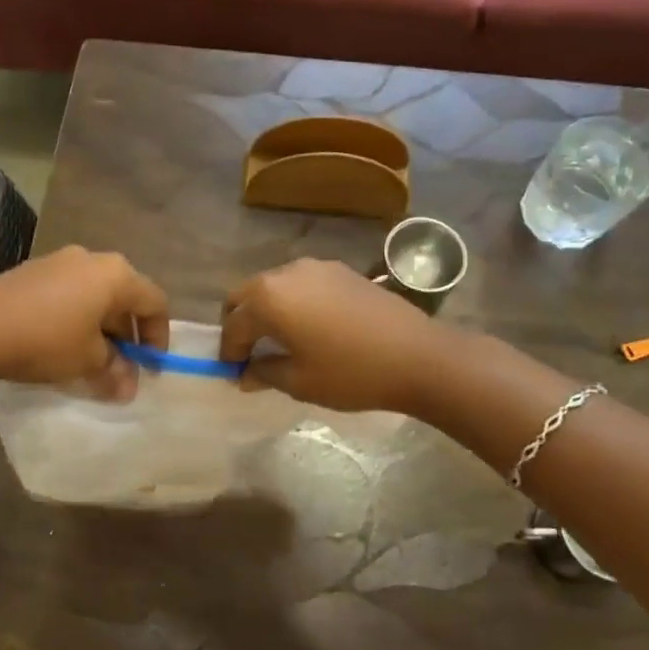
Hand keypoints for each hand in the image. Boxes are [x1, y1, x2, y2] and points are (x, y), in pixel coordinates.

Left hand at [0, 246, 168, 398]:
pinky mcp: (32, 271)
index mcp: (115, 275)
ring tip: (91, 358)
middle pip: (124, 296)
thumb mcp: (87, 362)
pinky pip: (68, 292)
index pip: (154, 302)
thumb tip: (127, 387)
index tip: (150, 367)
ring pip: (94, 294)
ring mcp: (58, 261)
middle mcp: (91, 259)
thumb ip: (115, 372)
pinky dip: (75, 316)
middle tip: (122, 366)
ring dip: (100, 326)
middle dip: (127, 333)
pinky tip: (61, 342)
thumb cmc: (47, 340)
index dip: (158, 337)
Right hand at [220, 258, 441, 413]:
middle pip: (246, 295)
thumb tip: (245, 374)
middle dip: (240, 322)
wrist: (419, 356)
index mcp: (268, 299)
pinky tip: (308, 326)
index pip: (234, 324)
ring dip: (266, 309)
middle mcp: (285, 273)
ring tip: (278, 339)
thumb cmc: (351, 373)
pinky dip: (292, 302)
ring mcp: (315, 268)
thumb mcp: (300, 381)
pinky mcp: (340, 270)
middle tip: (246, 352)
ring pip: (273, 286)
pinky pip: (301, 284)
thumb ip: (264, 373)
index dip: (229, 350)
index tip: (232, 372)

○ ○ ○ ○ ○

The answer is every line of the data, exactly as written, with the pictures dropped.

### Answer section:
Hand keypoints for each hand in the image. Boxes are [x1, y1, x2, y2] and points are (x, y), in pixel coordinates.

Left hand at [0, 246, 168, 398]:
pinky mcp: (32, 271)
index mcp: (115, 275)
ring tip: (91, 358)
middle pip: (124, 296)
thumb mcp: (87, 362)
pinky pip: (68, 292)
index pip: (154, 302)
thumb tip: (127, 387)
index tip: (150, 367)
ring pip: (94, 294)
ring mcp: (58, 261)
middle mcp: (91, 259)
thumb ip: (115, 372)
pinky dip: (75, 316)
middle tip: (122, 366)
ring dip: (100, 326)
middle dip: (127, 333)
pinky tip: (61, 342)
thumb cmc: (47, 340)
index dip: (158, 337)
Right hand at [220, 258, 441, 413]:
middle pip: (246, 295)
thumb tip: (245, 374)
middle dip: (240, 322)
wrist: (419, 356)
index mcp: (268, 299)
pinky tip: (308, 326)
index pip: (234, 324)
ring dip: (266, 309)
middle mcp: (285, 273)
ring tip: (278, 339)
thumb cmc: (351, 373)
pinky dip: (292, 302)
ring mcp: (315, 268)
thumb mcp: (300, 381)
pinky mcp: (340, 270)
middle tip: (246, 352)
ring pip: (273, 286)
pinky pip: (301, 284)
thumb ip: (264, 373)
index dip: (229, 350)
index tip: (232, 372)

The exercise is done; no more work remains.